El evangelio nacía en cuna judía, y no era pequeño el problema. Los judíos no se querían deshacer de algunas de sus milenarias costumbres y tradiciones. Las discusiones con Pablo y Bernabé en el primer viaje misionero, la reacción de Pedro frente a la visión del lienzo que desciende del cielo y le muestra animales inmundos de los que se le invita a comer, son ejemplos bíblicos de lo que sería la más ardiente polémico de los tiempos primigenios. Las cosas llegaron a tal grado que se necesitó una reunión en Jerusalén. Se le conoce como el Primer Concilio de la Iglesia.

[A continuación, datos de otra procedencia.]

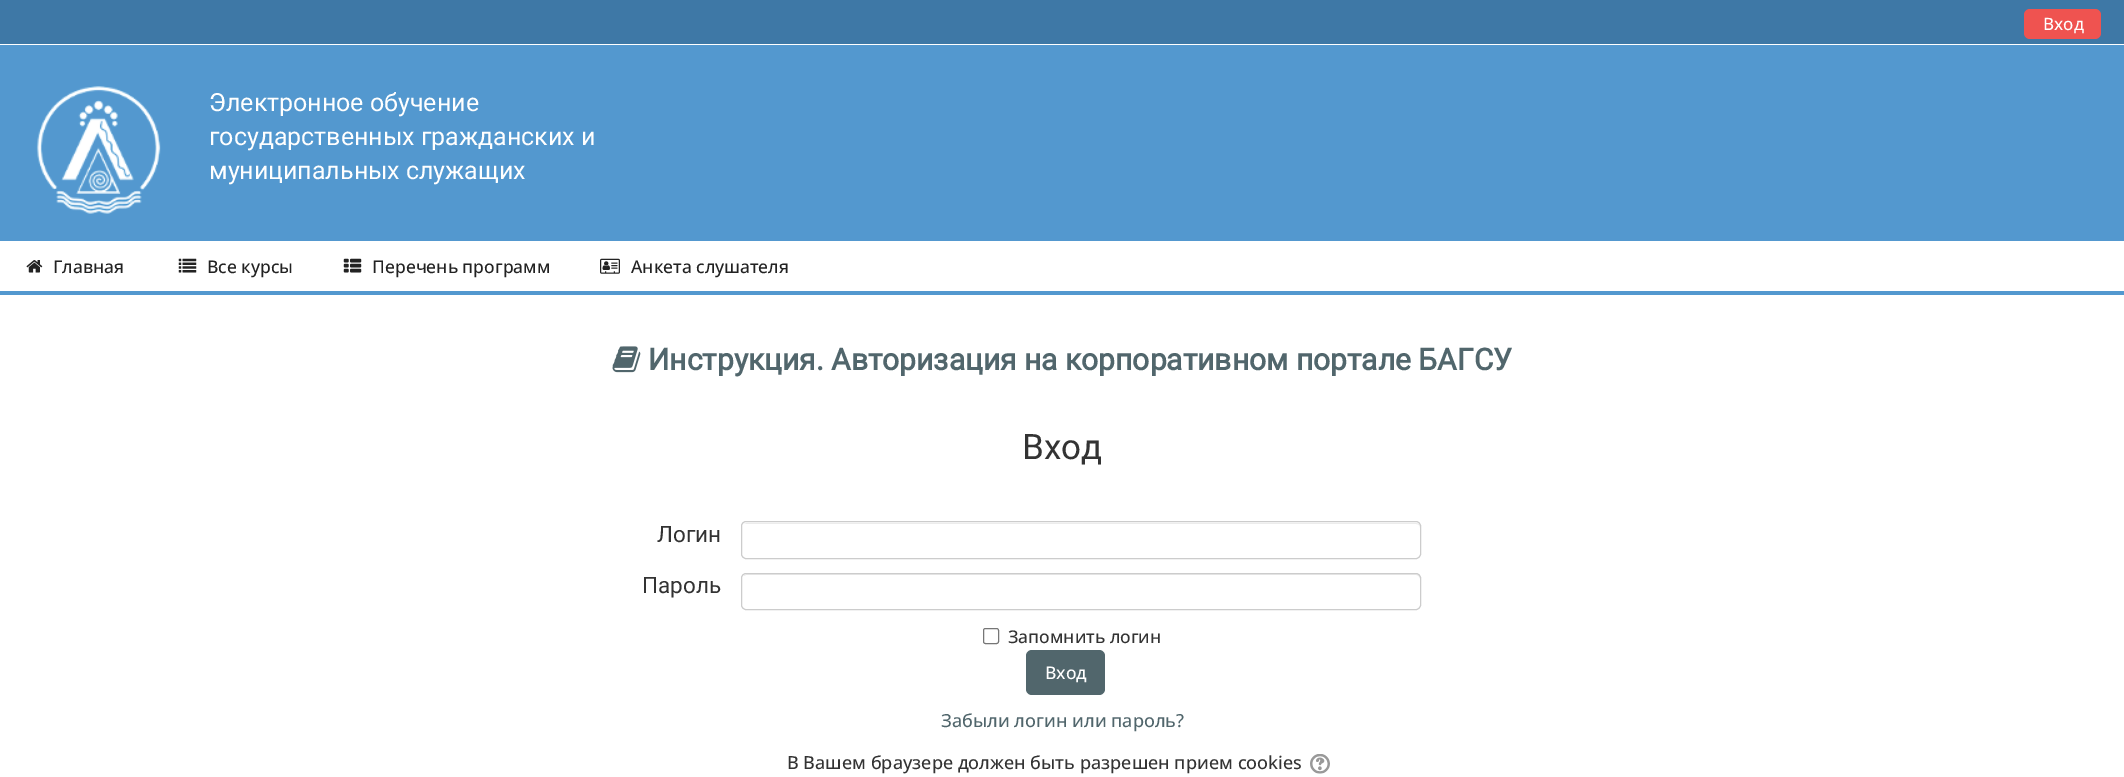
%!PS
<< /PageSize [2124 777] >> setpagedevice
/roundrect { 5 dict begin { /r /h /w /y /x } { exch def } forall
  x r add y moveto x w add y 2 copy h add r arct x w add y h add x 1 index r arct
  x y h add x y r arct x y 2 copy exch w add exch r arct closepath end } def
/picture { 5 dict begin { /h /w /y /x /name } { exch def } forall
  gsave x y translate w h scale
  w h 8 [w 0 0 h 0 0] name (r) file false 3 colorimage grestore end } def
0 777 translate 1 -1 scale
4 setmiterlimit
1 setgray
0 0 2124 777 rectfill
0.325 0.596 0.812 setrgbcolor
0 45 2124 196 rectfill
0.243 0.471 0.651 setrgbcolor
0 0 2124 44 rectfill
0.937 0.325 0.314 setrgbcolor
2024 9 77 30 6 roundrect fill
/OpenSans-Medium [17 0 0 -17 0 0] selectfont
1 setgray
2043 30 moveto (Вход) show
(img1.rgb) 36 86 125 128 picture
/Roboto-Regular [25 0 0 -25 0 0] selectfont
209 111 moveto (Электронное обучение) show
209 145 moveto (государственных гражданских и) show
209 179 moveto (муниципальных служащих) show
0.325 0.596 0.812 setrgbcolor
0 291 2124 4 rectfill
(img2.rgb) 26 260 17 13 picture
/OpenSans-Medium [17.5 0 0 -17.5 0 0] selectfont
0.133 setgray
53 273 moveto (Главная) show
(img3.rgb) 178 258 19 15 picture
207 273 moveto (Все курсы) show
(img4.rgb) 343 258 19 15 picture
372 273 moveto (Перечень программ) show
(img5.rgb) 600 258 20 16 picture
631 273 moveto (Анкета слушателя) show
(img6.rgb) 612 346 29 27 picture
/Roboto-Bold [30 0 0 -30 0 0] selectfont
0.318 0.4 0.424 setrgbcolor
648 370 moveto (Инструкция. Авторизация на корпоративном портале БАГСУ) show
/Roboto-Regular [35 0 0 -35 0 0] selectfont
0.2 setgray
1022 459 moveto (Вход) show
/Roboto-Regular [22.5 0 0 -22.5 0 0] selectfont
657 542 moveto (Логин) show
0.925 setgray
newpath 746 524 moveto 1416 524 lineto 1418 524 1420 525 1420 528 curveto 1420 527 lineto 1420 525 1418 523 1416 523 curveto 747 523 lineto 746 523 745 524 744 524 curveto closepath fill
0.8 setgray
741.5 521.5 679 37 4.5 roundrect stroke
0.2 setgray
642 593 moveto (Пароль) show
0.925 setgray
newpath 746 575 moveto 1416 575 lineto 1418 575 1420 577 1420 579 curveto 1420 578 lineto 1420 576 1418 574 1416 574 curveto 747 574 lineto 746 574 744 575 744 576 curveto closepath fill
0.8 setgray
741.5 573.5 679 36 4.5 roundrect stroke
0.463 setgray
983.5 628.5 15 15 2 roundrect stroke
/OpenSans-Medium [17.5 0 0 -17.5 0 0] selectfont
0.2 setgray
1008 643 moveto (Запомнить логин) show
0.318 0.4 0.424 setrgbcolor
1026 650 79 45 6 roundrect fill
1 setgray
1045 679 moveto (Вход) show
/OpenSans-Medium [18.05 0 0 -18.05 0 0] selectfont
0.318 0.4 0.424 setrgbcolor
941 727 moveto (Забыли логин или пароль?) show
0.2 setgray
787 769 moveto (В Вашем браузере должен быть разрешен прием cookies) show
(img7.rgb) 1310 754 20 20 picture
showpage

No fue el Concilio de Jerusalén una sencilla reunión de agenda. Hechos 15: 7 asegura que "después de mucha discusión...". Las palabras de Pedro tuvieron un efecto estabilizador muy grande. Él dijo: "...vosotros sabéis cómo ya hace algún tiempo que Dios escogió que los gentiles oyesen por mi boca la palabra del evangelio y creyesen. Y Dios, que conoce los corazones, les dio testimonio, dándoles el Espíritu Santo lo mismo que a nosotros; y ninguna diferencia hizo entre nosotros y ellos, purificando por la fe sus corazones. Ahora, pues, ¿por qué tentáis a Dios, poniendo sobre la cerviz de los discípulos un yugo que ni nuestros padres ni nosotros hemos podido llevar? Antes creemos que por la gracia del Señor Jesús seremos salvos, de igual modo que ellos" (Hch. 7b-11).
Eran grandes palabras pronunciadas en un contexto semilegalista, de ardiente polémica judaizante. Terminaron por vencer tras hablar Santiago, obispo de Jerusalén, y enviarse cartas a las Iglesias. Nacía entre los judíos el evangelio de la gracia y el perdón de Dios en Cristo Jesús, Señor nuestro.